* [TASK TO COMPLETE]: Print out the records in full, keeping each word unchanged.
[EXERCISE MATERIALS Boundary: Start]
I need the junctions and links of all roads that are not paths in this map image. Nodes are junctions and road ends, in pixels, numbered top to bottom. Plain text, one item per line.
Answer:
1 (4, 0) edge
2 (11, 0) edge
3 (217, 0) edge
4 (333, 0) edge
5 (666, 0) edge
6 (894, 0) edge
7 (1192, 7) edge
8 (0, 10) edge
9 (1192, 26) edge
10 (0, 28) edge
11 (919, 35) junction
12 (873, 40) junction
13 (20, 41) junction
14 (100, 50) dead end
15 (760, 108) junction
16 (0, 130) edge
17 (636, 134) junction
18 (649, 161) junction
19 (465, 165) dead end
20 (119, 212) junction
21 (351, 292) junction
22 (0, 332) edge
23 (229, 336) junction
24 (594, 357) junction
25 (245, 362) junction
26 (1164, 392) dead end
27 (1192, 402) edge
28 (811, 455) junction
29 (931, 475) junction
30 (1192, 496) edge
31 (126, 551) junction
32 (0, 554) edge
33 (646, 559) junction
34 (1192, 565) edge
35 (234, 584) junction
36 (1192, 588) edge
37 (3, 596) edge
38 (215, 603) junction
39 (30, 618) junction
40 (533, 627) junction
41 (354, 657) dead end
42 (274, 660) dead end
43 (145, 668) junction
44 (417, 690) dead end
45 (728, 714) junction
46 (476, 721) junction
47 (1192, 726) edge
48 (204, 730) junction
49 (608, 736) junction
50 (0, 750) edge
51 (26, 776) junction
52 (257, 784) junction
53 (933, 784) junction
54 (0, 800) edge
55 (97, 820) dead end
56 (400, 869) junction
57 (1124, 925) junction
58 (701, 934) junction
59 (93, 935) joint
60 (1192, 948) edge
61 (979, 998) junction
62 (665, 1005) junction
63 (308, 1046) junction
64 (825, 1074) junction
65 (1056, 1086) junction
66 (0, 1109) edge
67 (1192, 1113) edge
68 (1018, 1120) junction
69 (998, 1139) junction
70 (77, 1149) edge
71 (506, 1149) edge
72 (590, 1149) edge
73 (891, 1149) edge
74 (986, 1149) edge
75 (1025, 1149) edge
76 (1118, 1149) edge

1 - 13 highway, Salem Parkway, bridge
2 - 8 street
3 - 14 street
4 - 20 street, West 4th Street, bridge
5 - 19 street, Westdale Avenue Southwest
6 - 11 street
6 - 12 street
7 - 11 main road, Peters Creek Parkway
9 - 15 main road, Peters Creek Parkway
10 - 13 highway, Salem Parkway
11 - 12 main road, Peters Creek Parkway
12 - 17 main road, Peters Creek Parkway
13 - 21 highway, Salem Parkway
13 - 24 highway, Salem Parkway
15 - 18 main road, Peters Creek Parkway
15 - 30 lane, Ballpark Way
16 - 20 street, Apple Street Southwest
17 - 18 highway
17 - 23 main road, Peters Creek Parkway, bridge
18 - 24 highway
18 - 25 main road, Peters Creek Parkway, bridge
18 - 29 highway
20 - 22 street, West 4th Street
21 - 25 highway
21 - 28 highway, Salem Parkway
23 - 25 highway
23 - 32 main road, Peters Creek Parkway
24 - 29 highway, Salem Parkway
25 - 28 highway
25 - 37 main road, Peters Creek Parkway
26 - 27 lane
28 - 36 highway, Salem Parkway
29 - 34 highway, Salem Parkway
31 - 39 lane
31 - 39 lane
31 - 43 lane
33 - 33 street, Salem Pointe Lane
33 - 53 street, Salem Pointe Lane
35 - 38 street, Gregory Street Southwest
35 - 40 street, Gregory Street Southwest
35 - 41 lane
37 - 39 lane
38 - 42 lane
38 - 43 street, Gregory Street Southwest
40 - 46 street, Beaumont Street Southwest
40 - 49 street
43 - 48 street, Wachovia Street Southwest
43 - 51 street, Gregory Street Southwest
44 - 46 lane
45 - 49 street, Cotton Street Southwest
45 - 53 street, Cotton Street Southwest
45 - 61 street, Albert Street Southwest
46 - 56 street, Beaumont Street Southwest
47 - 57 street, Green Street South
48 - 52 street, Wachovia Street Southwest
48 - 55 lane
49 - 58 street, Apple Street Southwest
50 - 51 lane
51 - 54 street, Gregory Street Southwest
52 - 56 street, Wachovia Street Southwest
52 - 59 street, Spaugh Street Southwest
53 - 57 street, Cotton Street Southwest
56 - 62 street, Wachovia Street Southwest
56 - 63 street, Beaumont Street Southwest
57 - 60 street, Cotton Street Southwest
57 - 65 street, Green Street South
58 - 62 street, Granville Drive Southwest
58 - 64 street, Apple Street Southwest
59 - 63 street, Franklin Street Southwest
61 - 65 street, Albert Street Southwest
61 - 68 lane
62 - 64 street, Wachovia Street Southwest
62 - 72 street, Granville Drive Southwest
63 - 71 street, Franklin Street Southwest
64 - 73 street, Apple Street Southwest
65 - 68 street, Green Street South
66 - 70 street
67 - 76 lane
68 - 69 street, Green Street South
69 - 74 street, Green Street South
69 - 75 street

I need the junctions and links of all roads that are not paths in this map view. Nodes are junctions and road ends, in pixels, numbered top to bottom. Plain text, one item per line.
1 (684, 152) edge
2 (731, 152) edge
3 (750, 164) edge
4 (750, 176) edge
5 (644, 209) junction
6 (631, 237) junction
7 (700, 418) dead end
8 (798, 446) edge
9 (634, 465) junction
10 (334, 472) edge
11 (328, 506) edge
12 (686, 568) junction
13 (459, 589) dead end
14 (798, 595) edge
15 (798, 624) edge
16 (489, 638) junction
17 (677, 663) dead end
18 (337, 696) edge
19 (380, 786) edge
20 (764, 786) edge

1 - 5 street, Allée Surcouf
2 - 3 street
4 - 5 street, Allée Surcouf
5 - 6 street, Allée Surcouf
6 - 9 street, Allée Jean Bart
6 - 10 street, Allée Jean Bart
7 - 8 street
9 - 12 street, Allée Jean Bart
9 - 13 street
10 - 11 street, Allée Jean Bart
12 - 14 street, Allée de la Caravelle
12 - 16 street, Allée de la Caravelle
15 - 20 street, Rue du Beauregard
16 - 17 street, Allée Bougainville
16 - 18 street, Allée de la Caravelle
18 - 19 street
[EXERCISE MATERIALS Boundary: End]
* [RESULT OF THE TASK]:
I need the junctions and links of all roads that are not paths in this map image. Nodes are junctions and road ends, in pixels, numbered top to bottom. Plain text, one item per line.
Answer:
1 (4, 0) edge
2 (11, 0) edge
3 (217, 0) edge
4 (333, 0) edge
5 (666, 0) edge
6 (894, 0) edge
7 (1192, 7) edge
8 (0, 10) edge
9 (1192, 26) edge
10 (0, 28) edge
11 (919, 35) junction
12 (873, 40) junction
13 (20, 41) junction
14 (100, 50) dead end
15 (760, 108) junction
16 (0, 130) edge
17 (636, 134) junction
18 (649, 161) junction
19 (465, 165) dead end
20 (119, 212) junction
21 (351, 292) junction
22 (0, 332) edge
23 (229, 336) junction
24 (594, 357) junction
25 (245, 362) junction
26 (1164, 392) dead end
27 (1192, 402) edge
28 (811, 455) junction
29 (931, 475) junction
30 (1192, 496) edge
31 (126, 551) junction
32 (0, 554) edge
33 (646, 559) junction
34 (1192, 565) edge
35 (234, 584) junction
36 (1192, 588) edge
37 (3, 596) edge
38 (215, 603) junction
39 (30, 618) junction
40 (533, 627) junction
41 (354, 657) dead end
42 (274, 660) dead end
43 (145, 668) junction
44 (417, 690) dead end
45 (728, 714) junction
46 (476, 721) junction
47 (1192, 726) edge
48 (204, 730) junction
49 (608, 736) junction
50 (0, 750) edge
51 (26, 776) junction
52 (257, 784) junction
53 (933, 784) junction
54 (0, 800) edge
55 (97, 820) dead end
56 (400, 869) junction
57 (1124, 925) junction
58 (701, 934) junction
59 (93, 935) joint
60 (1192, 948) edge
61 (979, 998) junction
62 (665, 1005) junction
63 (308, 1046) junction
64 (825, 1074) junction
65 (1056, 1086) junction
66 (0, 1109) edge
67 (1192, 1113) edge
68 (1018, 1120) junction
69 (998, 1139) junction
70 (77, 1149) edge
71 (506, 1149) edge
72 (590, 1149) edge
73 (891, 1149) edge
74 (986, 1149) edge
75 (1025, 1149) edge
76 (1118, 1149) edge

1 - 13 highway, Salem Parkway, bridge
2 - 8 street
3 - 14 street
4 - 20 street, West 4th Street, bridge
5 - 19 street, Westdale Avenue Southwest
6 - 11 street
6 - 12 street
7 - 11 main road, Peters Creek Parkway
9 - 15 main road, Peters Creek Parkway
10 - 13 highway, Salem Parkway
11 - 12 main road, Peters Creek Parkway
12 - 17 main road, Peters Creek Parkway
13 - 21 highway, Salem Parkway
13 - 24 highway, Salem Parkway
15 - 18 main road, Peters Creek Parkway
15 - 30 lane, Ballpark Way
16 - 20 street, Apple Street Southwest
17 - 18 highway
17 - 23 main road, Peters Creek Parkway, bridge
18 - 24 highway
18 - 25 main road, Peters Creek Parkway, bridge
18 - 29 highway
20 - 22 street, West 4th Street
21 - 25 highway
21 - 28 highway, Salem Parkway
23 - 25 highway
23 - 32 main road, Peters Creek Parkway
24 - 29 highway, Salem Parkway
25 - 28 highway
25 - 37 main road, Peters Creek Parkway
26 - 27 lane
28 - 36 highway, Salem Parkway
29 - 34 highway, Salem Parkway
31 - 39 lane
31 - 39 lane
31 - 43 lane
33 - 33 street, Salem Pointe Lane
33 - 53 street, Salem Pointe Lane
35 - 38 street, Gregory Street Southwest
35 - 40 street, Gregory Street Southwest
35 - 41 lane
37 - 39 lane
38 - 42 lane
38 - 43 street, Gregory Street Southwest
40 - 46 street, Beaumont Street Southwest
40 - 49 street
43 - 48 street, Wachovia Street Southwest
43 - 51 street, Gregory Street Southwest
44 - 46 lane
45 - 49 street, Cotton Street Southwest
45 - 53 street, Cotton Street Southwest
45 - 61 street, Albert Street Southwest
46 - 56 street, Beaumont Street Southwest
47 - 57 street, Green Street South
48 - 52 street, Wachovia Street Southwest
48 - 55 lane
49 - 58 street, Apple Street Southwest
50 - 51 lane
51 - 54 street, Gregory Street Southwest
52 - 56 street, Wachovia Street Southwest
52 - 59 street, Spaugh Street Southwest
53 - 57 street, Cotton Street Southwest
56 - 62 street, Wachovia Street Southwest
56 - 63 street, Beaumont Street Southwest
57 - 60 street, Cotton Street Southwest
57 - 65 street, Green Street South
58 - 62 street, Granville Drive Southwest
58 - 64 street, Apple Street Southwest
59 - 63 street, Franklin Street Southwest
61 - 65 street, Albert Street Southwest
61 - 68 lane
62 - 64 street, Wachovia Street Southwest
62 - 72 street, Granville Drive Southwest
63 - 71 street, Franklin Street Southwest
64 - 73 street, Apple Street Southwest
65 - 68 street, Green Street South
66 - 70 street
67 - 76 lane
68 - 69 street, Green Street South
69 - 74 street, Green Street South
69 - 75 street

I need the junctions and links of all roads that are not paths in this map view. Nodes are junctions and road ends, in pixels, numbered top to bottom. Plain text, one item per line.
1 (684, 152) edge
2 (731, 152) edge
3 (750, 164) edge
4 (750, 176) edge
5 (644, 209) junction
6 (631, 237) junction
7 (700, 418) dead end
8 (798, 446) edge
9 (634, 465) junction
10 (334, 472) edge
11 (328, 506) edge
12 (686, 568) junction
13 (459, 589) dead end
14 (798, 595) edge
15 (798, 624) edge
16 (489, 638) junction
17 (677, 663) dead end
18 (337, 696) edge
19 (380, 786) edge
20 (764, 786) edge

1 - 5 street, Allée Surcouf
2 - 3 street
4 - 5 street, Allée Surcouf
5 - 6 street, Allée Surcouf
6 - 9 street, Allée Jean Bart
6 - 10 street, Allée Jean Bart
7 - 8 street
9 - 12 street, Allée Jean Bart
9 - 13 street
10 - 11 street, Allée Jean Bart
12 - 14 street, Allée de la Caravelle
12 - 16 street, Allée de la Caravelle
15 - 20 street, Rue du Beauregard
16 - 17 street, Allée Bougainville
16 - 18 street, Allée de la Caravelle
18 - 19 street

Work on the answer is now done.